Then again, maybe it's time to drop the humor and man the barricades
/Reagan’s repeal of “the Fairness Doctrine” let Rush, and then talk-radio, grow. Which, says the Left, caused Orange Man. They’re coming, in every way.
Washington Magazine, 2017:
This Friday marks the 30th anniversary of one of the most destructive decisions in the modern American media history, a shamefully successful effort to divide our public airwaves along partisan lines, a choice that made a few people rich while impoverishing our democracy.
On August 4, 1987, the Reagan-era Federal Communications Commission voted to repeal the Fairness Doctrine, the sound policy that preserved a diversity of viewpoints in American broadcast media. The New York Times reported at the time:
The Federal Communications Commission voted unanimously today to abolish its fairness doctrine on the ground that it unconstitutionally restricts the free-speech rights of broadcast journalists.

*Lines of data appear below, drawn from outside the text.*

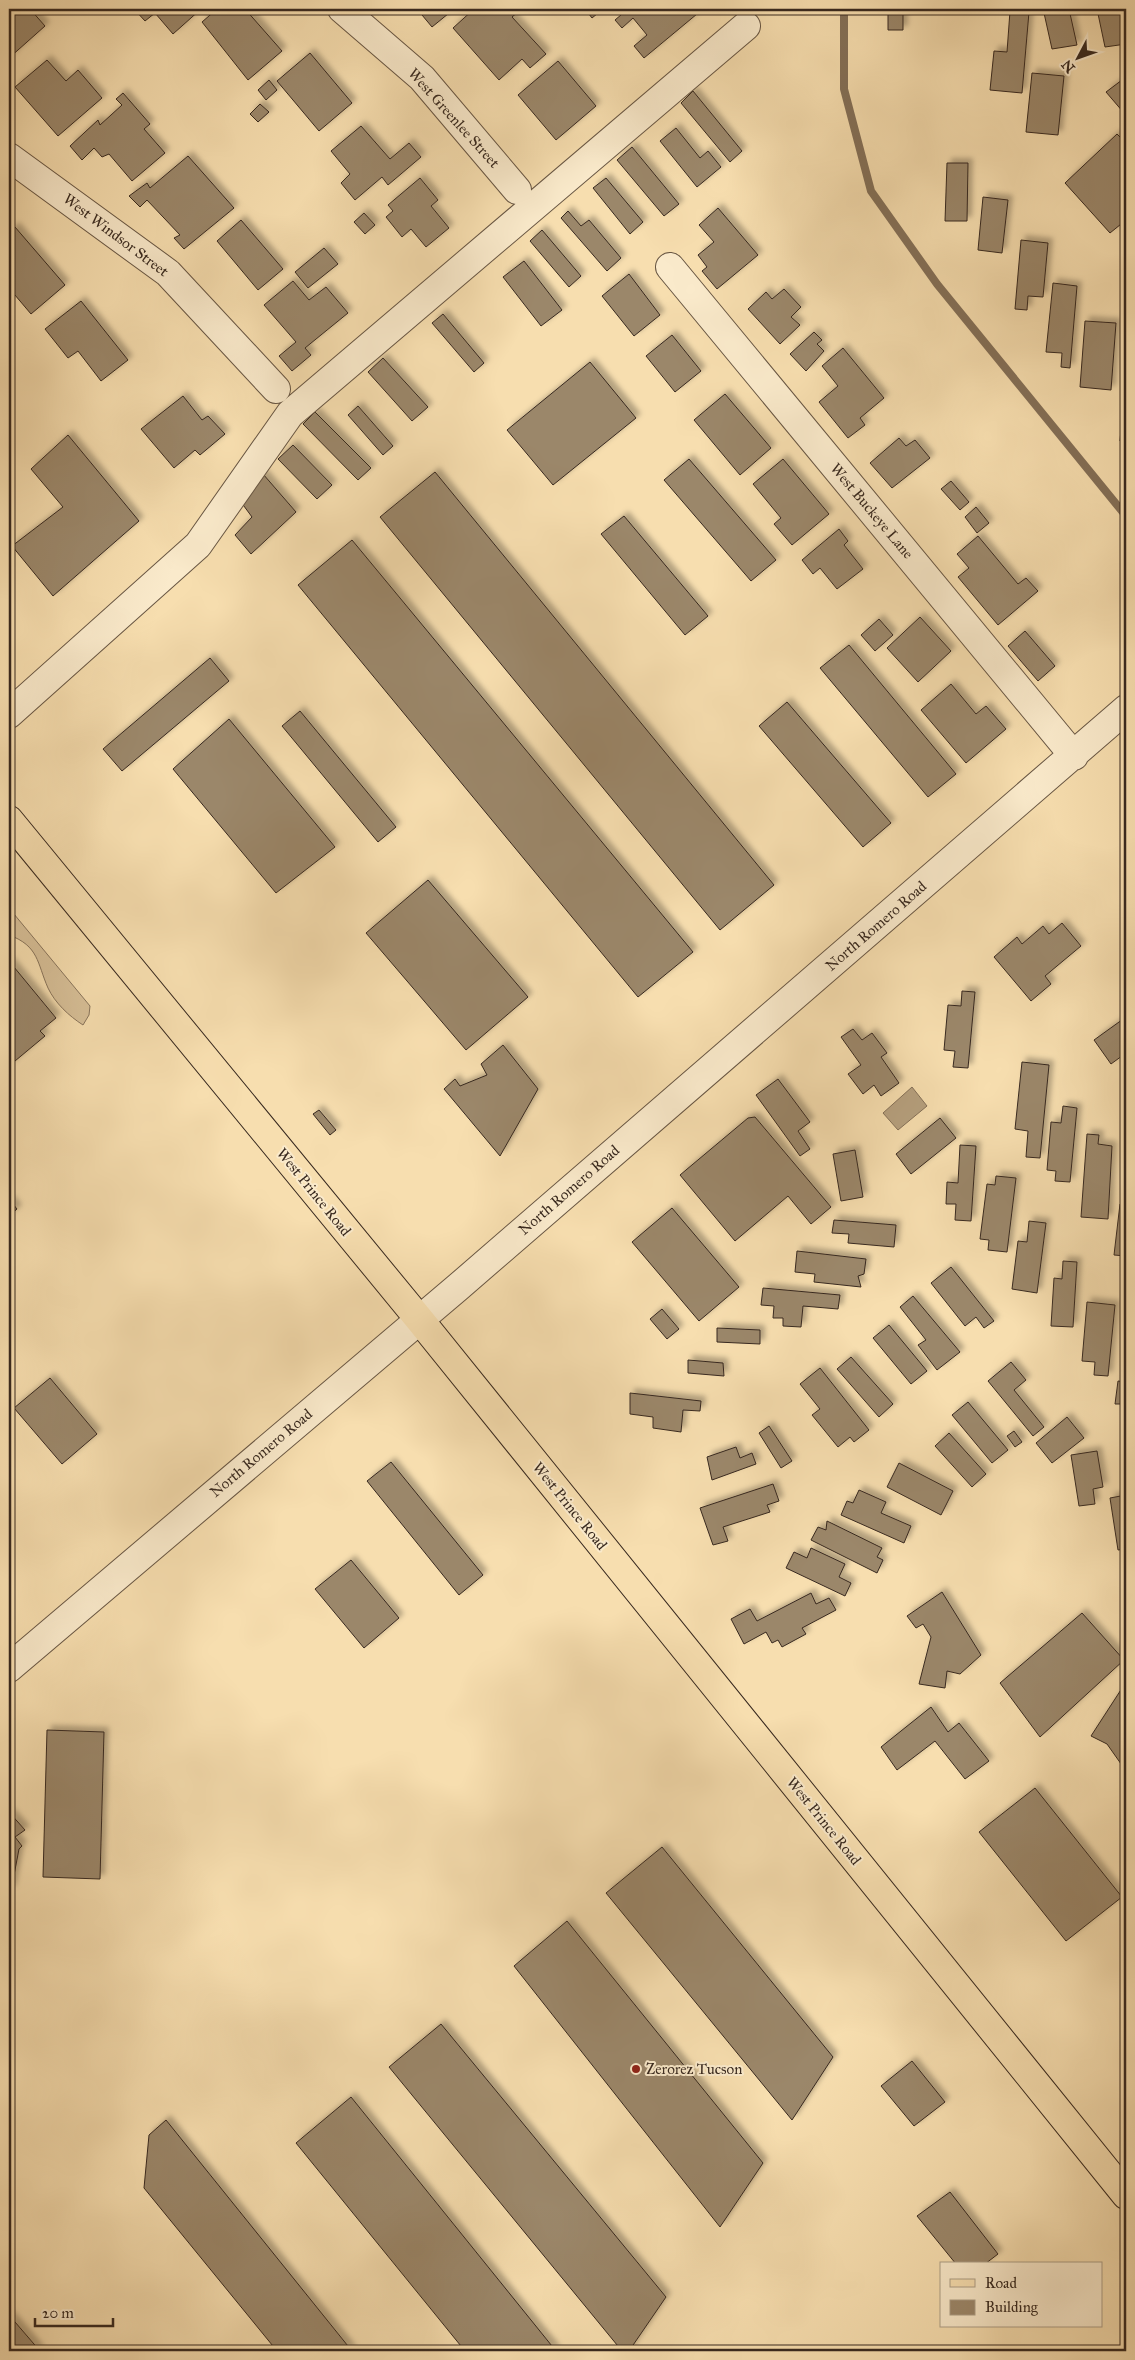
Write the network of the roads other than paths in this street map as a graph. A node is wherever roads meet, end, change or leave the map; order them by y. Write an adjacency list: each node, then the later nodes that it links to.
1 (342, 9): 4 (street, West Greenlee Street)
2 (746, 26): 8 (street)
3 (9, 156): 6 (street, West Windsor Street)
4 (517, 190)
5 (670, 267): 9 (street, West Buckeye Lane)
6 (276, 390)
7 (1126, 710): 9 (street, North Romero Road)
8 (9, 714)
9 (1074, 756): 11 (street, North Romero Road)
10 (9, 820): 11 (main road, West Prince Road)
11 (420, 1319): 12 (street, North Romero Road); 13 (main road, West Prince Road)
12 (9, 1668)
13 (1126, 2195)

“We seek to extend to the electronic press the same First Amendment guarantees that the print media have enjoyed since our country’s inception,” said the new chairman of the F.C.C., Dennis R. Patrick.
He and the three other commissioners said the 38-year-old fairness doctrine was stifling the democratic debate it was supposed to promote…The doctrine, which evolved through court rulings and commission policy statements over the years, requires broadcasters to give contrasting viewpoints on issues of public importance. In addition to news reports, it can apply to advocacy advertising, as it did in the case that led to today’s ruling.

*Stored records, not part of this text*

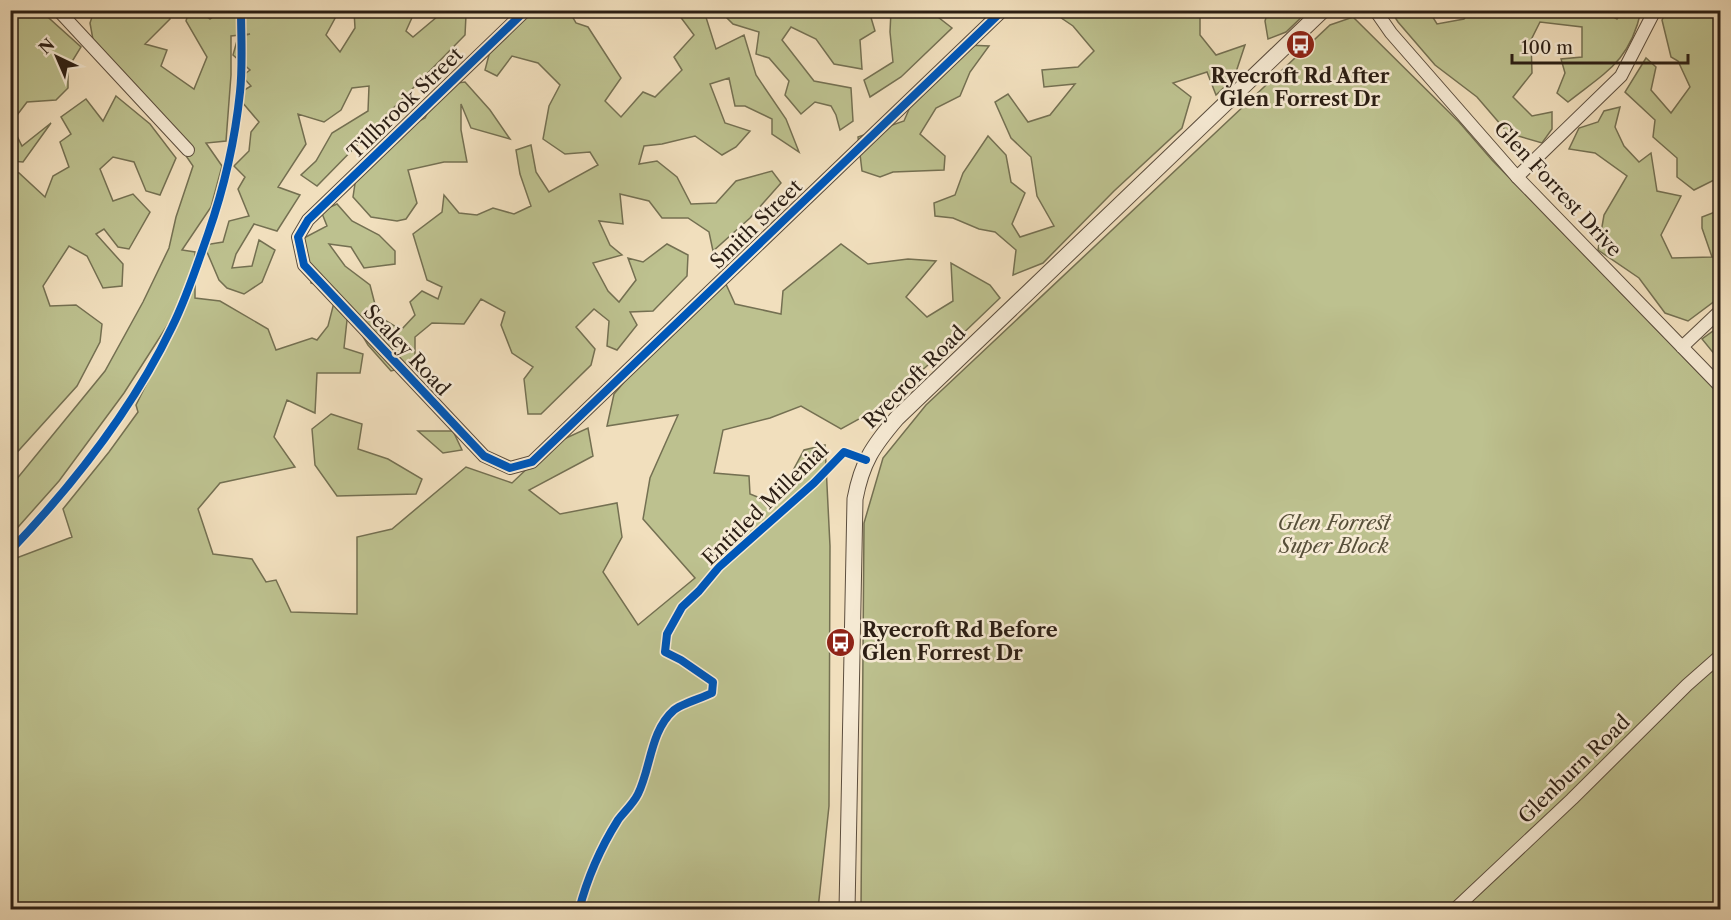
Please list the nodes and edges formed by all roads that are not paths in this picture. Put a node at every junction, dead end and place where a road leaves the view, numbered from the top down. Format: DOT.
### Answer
graph roads {
  1 [pos="58,10"];
  2 [pos="525,10"];
  3 [pos="1003,10"];
  4 [pos="1375,10"];
  5 [pos="1655,10"];
  6 [pos="1326,12"];
  7 [pos="188,150"];
  8 [pos="1517,177"];
  9 [pos="308,220"];
  10 [pos="1720,310"];
  11 [pos="1682,347"];
  12 [pos="1720,386"];
  13 [pos="532,462"];
  14 [pos="1720,656"];
  15 [pos="847,909"];
  16 [pos="1454,909"];
  1 -- 7 [label="street"];
  2 -- 9 [label="street, Tillbrook Street"];
  3 -- 13 [label="street, Smith Street"];
  4 -- 8 [label="street, Glen Forrest Drive"];
  5 -- 8 [label="street"];
  6 -- 15 [label="street, Ryecroft Road"];
  8 -- 11 [label="street, Glen Forrest Drive"];
  9 -- 13 [label="street, Sealey Road"];
  10 -- 11 [label="street"];
  11 -- 12 [label="street, Glen Forrest Drive"];
  14 -- 16 [label="street, Glenburn Road"];
}
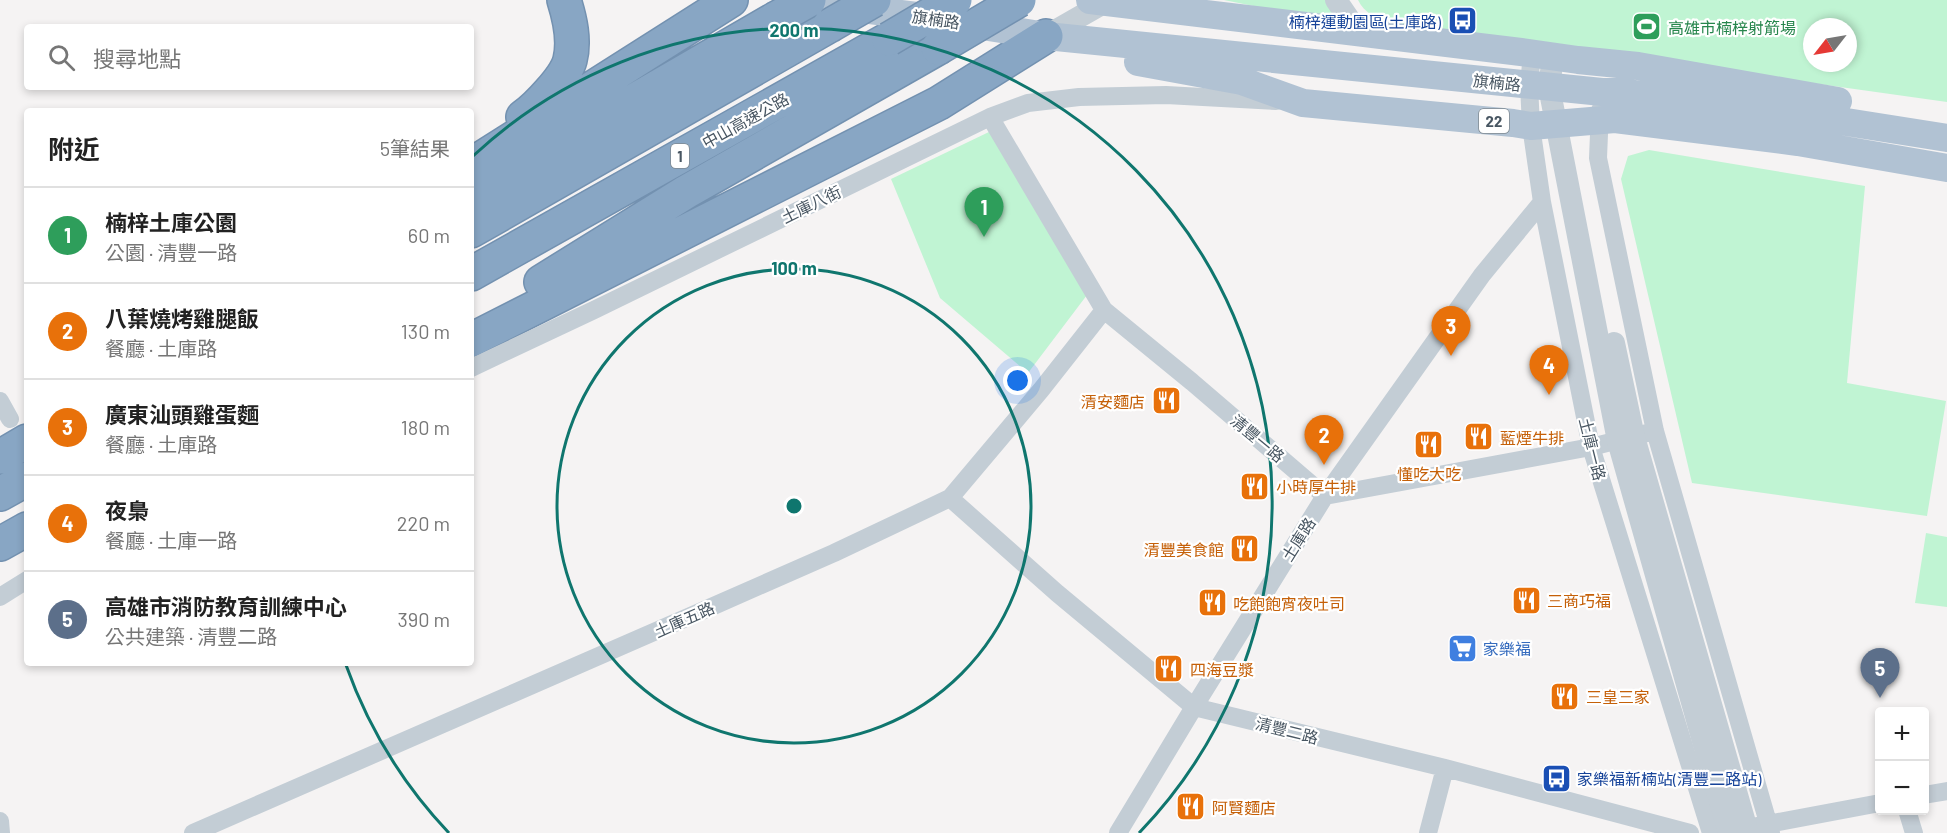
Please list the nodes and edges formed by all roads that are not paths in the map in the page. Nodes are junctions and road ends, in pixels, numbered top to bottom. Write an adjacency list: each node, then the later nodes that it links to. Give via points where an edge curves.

The justification for applying the doctrine to broadcasting was that in contrast to the potentially infinite number of newspapers and magazines, there were a limited number of frequencies and channels and thus a limited number of broadcast outlets…

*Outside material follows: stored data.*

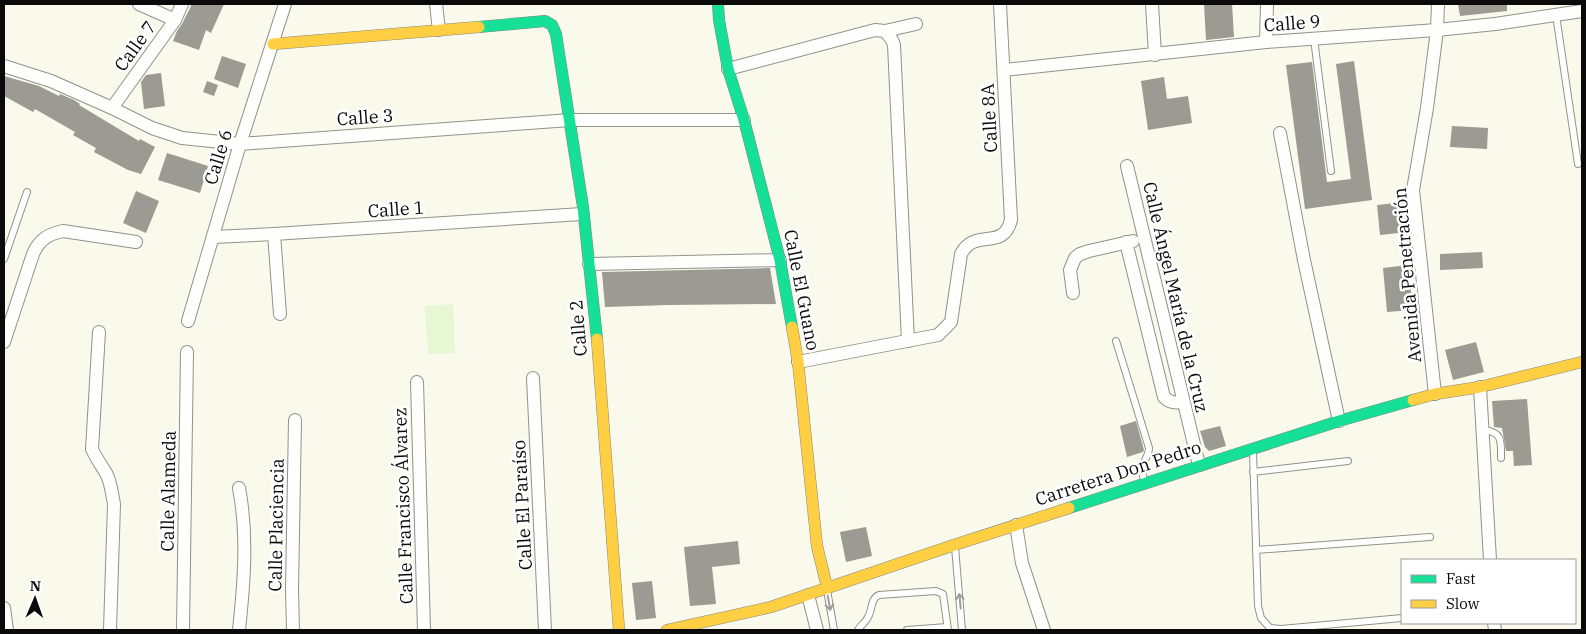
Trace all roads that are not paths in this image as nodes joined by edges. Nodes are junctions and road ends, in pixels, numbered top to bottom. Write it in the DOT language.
graph roads {
  1 [pos="139,4"];
  2 [pos="182,4"];
  3 [pos="285,4"];
  4 [pos="436,4"];
  5 [pos="718,4"];
  6 [pos="1000,4"];
  7 [pos="1152,4"];
  8 [pos="1267,4"];
  9 [pos="1438,4"];
  10 [pos="1564,11"];
  11 [pos="1582,11"];
  12 [pos="175,20"];
  13 [pos="916,24"];
  14 [pos="440,30"];
  15 [pos="1437,30"];
  16 [pos="885,31"];
  17 [pos="1314,39"];
  18 [pos="1266,42"];
  19 [pos="273,44"];
  20 [pos="1155,55"];
  21 [pos="4,66"];
  22 [pos="728,68"];
  23 [pos="1004,70"];
  24 [pos="112,108"];
  25 [pos="570,120"];
  26 [pos="744,120"];
  27 [pos="1280,134"];
  28 [pos="240,144"];
  29 [pos="1578,164"];
  30 [pos="1127,166"];
  31 [pos="1331,171"];
  32 [pos="27,192"];
  33 [pos="582,214"];
  34 [pos="274,234"];
  35 [pos="212,237"];
  36 [pos="1143,238"];
  37 [pos="136,242"];
  38 [pos="1126,242"];
  39 [pos="4,260"];
  40 [pos="780,260"];
  41 [pos="589,264"];
  42 [pos="1073,293"];
  43 [pos="280,314"];
  44 [pos="188,321"];
  45 [pos="99,332"];
  46 [pos="4,339"];
  47 [pos="908,341"];
  48 [pos="1116,341"];
  49 [pos="187,352"];
  50 [pos="798,362"];
  51 [pos="1582,362"];
  52 [pos="534,378"];
  53 [pos="417,382"];
  54 [pos="1480,387"];
  55 [pos="1435,394"];
  56 [pos="1183,402"];
  57 [pos="295,420"];
  58 [pos="1339,421"];
  59 [pos="1483,430"];
  60 [pos="1252,448"];
  61 [pos="1502,458"];
  62 [pos="1348,461"];
  63 [pos="1199,465"];
  64 [pos="1253,472"];
  65 [pos="1145,483"];
  66 [pos="239,488"];
  67 [pos="1016,525"];
  68 [pos="1430,537"];
  69 [pos="954,545"];
  70 [pos="1256,550"];
  71 [pos="1490,559"];
  72 [pos="827,587"];
  73 [pos="808,595"];
  74 [pos="4,608"];
  75 [pos="1401,618"];
  76 [pos="947,629"];
  77 [pos="7,630"];
  78 [pos="110,630"];
  79 [pos="183,630"];
  80 [pos="239,630"];
  81 [pos="293,630"];
  82 [pos="424,630"];
  83 [pos="545,630"];
  84 [pos="619,630"];
  85 [pos="667,630"];
  86 [pos="817,630"];
  87 [pos="834,630"];
  88 [pos="858,630"];
  89 [pos="907,630"];
  90 [pos="962,630"];
  91 [pos="1044,630"];
  1 -- 12 [label="street"];
  2 -- 12 [label="street, Calle 7"];
  3 -- 19 [label="street, Calle 6"];
  4 -- 14 [label="street"];
  5 -- 22 [label="street, Calle El Guano"];
  6 -- 23 [label="street, Calle 8A"];
  7 -- 20 [label="street"];
  8 -- 18 [label="street"];
  9 -- 15 [label="street, Avenida Penetración"];
  10 -- 11 [label="street, Calle 9"];
  10 -- 15 [label="street, Calle 9"];
  10 -- 29 [label="lane"];
  12 -- 24 [label="street, Calle 7"];
  13 -- 16 [label="street"];
  14 -- 19 [label="street"];
  14 -- 25 [label="street, Calle 2"];
  15 -- 17 [label="street, Calle 9"];
  15 -- 55 [label="street, Avenida Penetración"];
  16 -- 22 [label="street"];
  16 -- 47 [label="street"];
  17 -- 18 [label="street, Calle 9"];
  17 -- 31 [label="lane"];
  18 -- 20 [label="street, Calle 9"];
  19 -- 28 [label="street, Calle 6"];
  20 -- 23 [label="street, Calle 9"];
  21 -- 24 [label="street, Calle 3"];
  22 -- 26 [label="street, Calle El Guano"];
  23 -- 47 [label="street, Calle 8A"];
  24 -- 28 [label="street, Calle 3"];
  25 -- 26 [label="street, Calle 3"];
  25 -- 28 [label="street, Calle 3"];
  25 -- 33 [label="street, Calle 2"];
  26 -- 40 [label="street, Calle El Guano"];
  27 -- 58 [label="street"];
  28 -- 35 [label="street, Calle 6"];
  30 -- 36 [label="street, Calle Ángel María de la Cruz"];
  32 -- 39 [label="lane"];
  33 -- 34 [label="street, Calle 1"];
  33 -- 41 [label="street, Calle 2"];
  34 -- 35 [label="street, Calle 1"];
  34 -- 43 [label="street"];
  35 -- 44 [label="street, Calle 6"];
  36 -- 38 [label="street"];
  36 -- 56 [label="street, Calle Ángel María de la Cruz"];
  37 -- 46 [label="street"];
  38 -- 42 [label="street"];
  38 -- 56 [label="street"];
  40 -- 41 [label="street"];
  40 -- 50 [label="street, Calle El Guano"];
  41 -- 84 [label="street, Calle 2"];
  45 -- 78 [label="street"];
  47 -- 50 [label="street"];
  48 -- 65 [label="lane"];
  49 -- 79 [label="street, Calle Alameda"];
  50 -- 72 [label="street, Calle El Guano"];
  51 -- 54 [label="street, Carretera Don Pedro"];
  52 -- 83 [label="street, Calle El Paraíso"];
  53 -- 82 [label="street, Calle Francisco Álvarez"];
  54 -- 55 [label="street, Carretera Don Pedro"];
  54 -- 59 [label="street"];
  55 -- 58 [label="street, Carretera Don Pedro"];
  56 -- 63 [label="street, Calle Ángel María de la Cruz"];
  57 -- 81 [label="street, Calle Placiencia"];
  58 -- 60 [label="street, Carretera Don Pedro"];
  59 -- 61 [label="lane"];
  59 -- 71 [label="street"];
  60 -- 63 [label="street, Carretera Don Pedro"];
  60 -- 64 [label="lane"];
  62 -- 64 [label="lane"];
  63 -- 65 [label="street, Carretera Don Pedro"];
  64 -- 70 [label="lane"];
  65 -- 67 [label="street, Carretera Don Pedro"];
  66 -- 80 [label="street"];
  67 -- 69 [label="street, Carretera Don Pedro"];
  67 -- 91 [label="street"];
  68 -- 70 [label="lane"];
  69 -- 72 [label="street, Carretera Don Pedro"];
  90 -- 69 [label="lane, one-way"];
  70 -- 75 [label="lane"];
  72 -- 73 [label="street, Carretera Don Pedro"];
  72 -- 87 [label="lane, one-way"];
  73 -- 85 [label="street, Carretera Don Pedro"];
  73 -- 86 [label="street"];
  74 -- 77 [label="street"];
  76 -- 88 [label="lane"];
  76 -- 89 [label="lane"];
}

In a comment typical of several advocacy groups, Ralph Nader called today’s decision a major setback…
“The fairness doctrine is not only constitutionally permissible, it is constitutionally required,” Mr. Nader said. Its repeal, he added, means that broadcasters “can ignore crucial issues or present only one side” of debates, and that news judgment will increasingly reflect a business orientation. Mr. Nader said such issues as women’s rights, the health effects of smoking, and the safety of nuclear power plants would have come to far less public prominence had the fairness doctrine not been in effect.
Nader’s words were prophetic, as just under a year later, on August 1, 1988, Rush Limbaugh’s Sacramento, California-based radio program was syndicated nationwide…and talk-radio stations across the country soon began to run right-wing agitprop from dawn to dusk, flooding the public airwaves with shameless demonization of Democrats and progressives–and helping to create the media/political culture that allowed a candidate as vulgar as Donald Trump to seize control of the White House last November.
And so on. They let dissenters escape, back then; they won’t make that mistake this time.